United States District Court, D. Nebraska

July 31, 2018

UNITED STATES OF AMERICA, Plaintiff,
v.
JARRELL HAYNIE, Defendant.

          SENTENCING MEMORANDUM

          JOSEPH F. BATAILLON SENIOR UNITED STATES DISTRICT JUDGE

         This Sentencing Memorandum supplements findings made on the record at defendant's sentencing hearing on July 2, 2018. For the reasons set forth below, the court finds the defendant's objections to the presentence investigation report, Filing No. 695, should be sustained in part and overruled in part, and the defendant's motions for a departure or a variance from the Guidelines, Filing No. 683 and Filing No. 687, should be denied.

         I. BACKGROUND

         The defendant was charged, along with others, in a four count Second Superseding Indictment (“SSI”). He was charged in Count 1 with involvement in racketeering in violation of 18 U.S.C. § 1962(d) (“RICO”). He was charged with five overt acts in furtherance of the racketeering enterprise in Count 1: using a firearm to shoot at victim #1 on or about September 25, 2008 (¶ 14); selling and distributing crack cocaine in Omaha from August 2011 to May 2013 (¶ 15); possessing with intent to distribute cocaine on or about November 25, 2011 (¶ 16); and arguing with victim #2 and shooting at a residence occupied by victim #2 on or about September 6, 2012 (¶ ¶ 20-21). In Count 2, the defendant was charged with attempted murder of victim #2 in aid of racketeering, in violation of Nebraska state statue §§ 28-201, 28-302, and 28-303, and in violation of 18 U.S.C. § 1959(a)(5) and section 2. In Count 3, Haynie was charged with attempted assault with a firearm, in aid of racketeering, in violation of Nebraska state statue §§ 28-201 and 28-309, in violation of 18 U.S.C. § 1959(a)(6) and section 2 on or about September 6, 2012. In Count 4, he was charged with discharging a firearm during a crime of violence, in violation of 18 U.S.C. § 924(c)(1)(A)(ii) and 924(c)(1)(A)(iii), on or about September 6, 2012.

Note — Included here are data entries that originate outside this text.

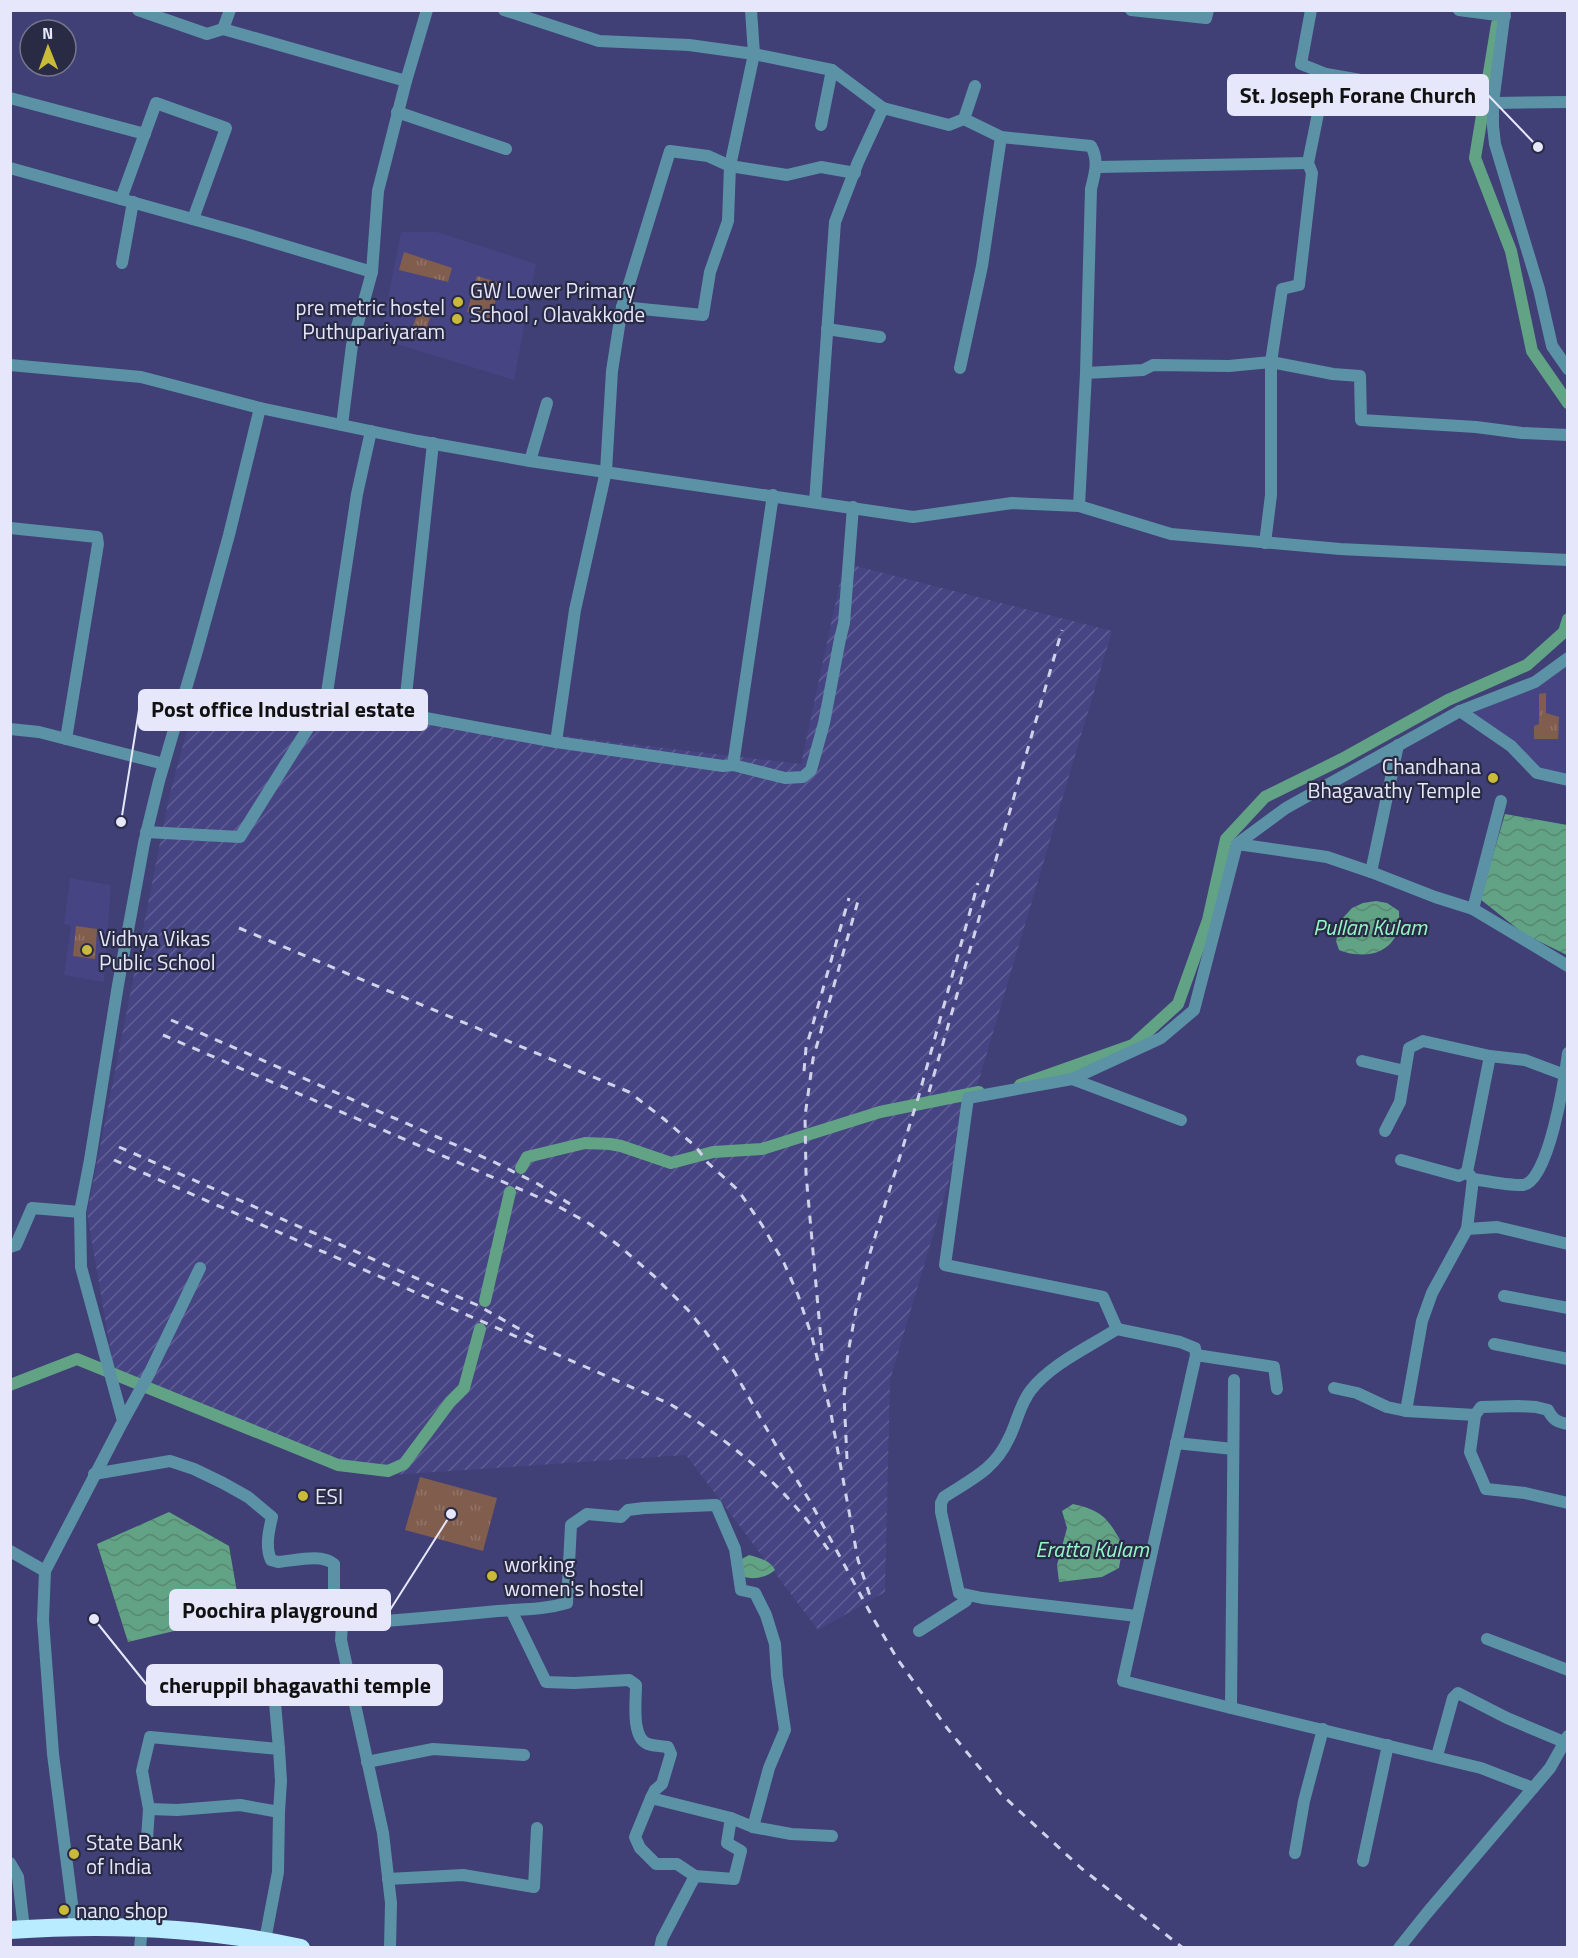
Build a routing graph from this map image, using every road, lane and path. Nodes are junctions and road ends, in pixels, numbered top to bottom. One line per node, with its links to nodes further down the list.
1 (138, 10): 11 (street)
2 (231, 10): 11 (street)
3 (427, 10): 15 (street)
4 (504, 10): 12 (street)
5 (751, 10): 12 (street)
6 (1131, 10): 7 (street)
7 (1208, 10)
8 (1311, 10): 14 (street)
9 (1459, 10): 10 (street)
10 (1505, 13): 19 (street)
11 (223, 29): 15 (street)
12 (754, 54): 13 (street); 28 (street)
13 (832, 70): 20 (street); 23 (street)
14 (1326, 74): 19 (street); 27 (street)
15 (406, 81): 21 (street)
16 (975, 86): 22 (street)
17 (10, 98): 24 (street)
18 (1568, 102): 19 (street)
19 (1493, 103): 42 (street)
20 (883, 108): 22 (street); 31 (street)
21 (397, 112): 26 (street); 35 (street)
22 (963, 119): 25 (street)
23 (821, 125)
24 (145, 134): 32 (street); 33 (street)
25 (1000, 137): 29 (street); 41 (street)
26 (506, 149)
27 (1308, 163): 29 (street); 39 (street)
28 (730, 166): 31 (street); 36 (street); 36 (street)
29 (1097, 166): 43 (street)
30 (10, 168): 32 (street)
31 (855, 173): 37 (street)
32 (127, 201): 33 (street); 34 (street)
33 (193, 219): 35 (street)
34 (122, 263)
35 (372, 272): 46 (street)
36 (622, 307): 51 (street)
37 (827, 329): 38 (street); 53 (street)
38 (880, 337)
39 (1271, 362): 43 (street); 48 (street); 57 (street)
40 (10, 365): 45 (street)
41 (960, 368)
42 (1568, 369)
43 (1086, 373): 54 (street)
44 (547, 404): 50 (street)
45 (260, 408): 46 (street); 67 (street)
46 (342, 425): 47 (street)
47 (371, 431): 49 (street); 60 (street)
48 (1568, 435)
49 (433, 444): 50 (street); 62 (street)
50 (530, 461): 51 (street)
51 (606, 471): 52 (street); 65 (street)
52 (773, 495): 53 (street); 68 (street)
53 (815, 502): 55 (street)
54 (1079, 506): 55 (street); 57 (street)
55 (853, 507): 68 (street)
56 (10, 528): 64 (street)
57 (1265, 543): 58 (street)
58 (1567, 560)
59 (1568, 658): 61 (street)
60 (325, 706): 62 (street); 71 (street)
61 (1460, 711): 66 (street); 69 (street)
62 (404, 714): 65 (street)
63 (10, 729): 64 (street)
64 (66, 739): 67 (street)
65 (556, 742): 68 (street)
66 (1398, 745): 72 (street); 73 (street)
67 (164, 764): 71 (street)
68 (733, 765)
69 (1568, 780)
70 (1501, 801): 74 (street)
71 (146, 832): 86 (street)
72 (1237, 844): 73 (street); 81 (street)
73 (1371, 872): 74 (street)
74 (1473, 909): 75 (street)
75 (1568, 966)
76 (1568, 1053): 80 (street)
77 (1490, 1056): 79 (street); 80 (street); 85 (street)
78 (1362, 1061): 79 (street)
79 (1405, 1071): 83 (street)
80 (1566, 1075): 85 (street)
81 (1072, 1079): 82 (street); 93 (street)
82 (1180, 1120)
83 (1385, 1131)
84 (1401, 1160): 85 (street)
85 (1470, 1176): 87 (street)
86 (80, 1212): 89 (street); 102 (street)
87 (1467, 1229): 88 (street); 100 (street)
88 (1568, 1244)
89 (10, 1247)
90 (200, 1268): 102 (street)
91 (1504, 1296): 92 (street)
92 (1568, 1308)
93 (1117, 1329): 95 (street); 110 (street)
94 (1494, 1344): 96 (street)
95 (1196, 1354): 99 (street); 104 (street)
96 (1568, 1359)
97 (1234, 1380): 105 (street)
98 (1334, 1388): 100 (street)
99 (1277, 1389)
100 (1406, 1411): 101 (street)
101 (1475, 1415): 103 (street); 107 (street)
102 (123, 1421): 106 (street)
103 (1568, 1424)
104 (1176, 1443): 105 (street); 112 (street)
105 (1233, 1449): 118 (street)
106 (94, 1474): 109 (street); 113 (street)
107 (1568, 1503)
108 (10, 1551): 109 (street)
109 (45, 1571): 140 (street)
110 (962, 1595): 112 (street); 114 (street)
111 (512, 1610): 113 (street); 127 (street); 131 (street)
112 (1137, 1616): 118 (street)
113 (342, 1624): 125 (street)
114 (919, 1630)
115 (1487, 1639): 116 (street)
116 (1568, 1670)
117 (275, 1703): 122 (street)
118 (1231, 1708): 119 (street)
119 (1323, 1729): 121 (street); 135 (street)
120 (1566, 1739): 124 (street); 126 (street)
121 (1388, 1745): 124 (street); 136 (street)
122 (279, 1749): 128 (street); 129 (street)
123 (524, 1755): 125 (street)
124 (1437, 1756): 126 (street)
125 (367, 1762): 139 (street)
126 (1533, 1788): 148 (street)
127 (651, 1798): 130 (street); 138 (street)
128 (149, 1809): 129 (street); 134 (street)
129 (279, 1812): 143 (street)
130 (731, 1818): 131 (street); 138 (street)
131 (753, 1827): 133 (street)
132 (537, 1828): 139 (street)
133 (832, 1836)
134 (147, 1839)
135 (1295, 1853)
136 (1363, 1861)
137 (10, 1863): 142 (street)
138 (695, 1876): 147 (street)
139 (388, 1879): 146 (street)
140 (75, 1927): 141 (highway); 142 (highway)
141 (142, 1927): 143 (highway); 144 (street)
142 (17, 1930)
143 (265, 1940): 145 (highway)
144 (140, 1947)
145 (301, 1947)
146 (390, 1947)
147 (660, 1947)
148 (1399, 1947)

         The action was tried to a jury and the jury found Haynie guilty of racketeering (Count 1) but acquitted him of the remaining counts. Filing No. 633, Verdict. The court directed the United States Office of Probation (hereinafter, “the Probation Office”) to prepare a Presentence Investigation Report (hereinafter, “PSR”) that calculated the defendant's sentence under the United States Sentencing Guidelines (“the Guidelines”). Filing No. 635, Order on Sentencing Schedule.

         In the PSR, the Probation Office identified U.S.S.G. § 2E1.1 as the guideline applicable to a racketeering offense under 18 U.S.C. § 1962. Filing No. 704, PSR (Sealed). That guideline states that the base offense level for a racketeering offense is 19 or “the offense level applicable to the underlying racketeering activity.” U.S.S.G. § 2E1.1(a)(1) and (2). “Where there is more than one underlying offense, treat each underlying offense as if contained in a separate count of conviction for the purposes of subsection (a)(2).” U.S.S.G. § 2E1.1 cmt. n. 1. To determine whether subsection (a)(1) or (a)(2) results in the greater offense level, Chapter Three adjustments are applied, including adjustments for multiple counts, to both (a)(1) and (a)(2). Id.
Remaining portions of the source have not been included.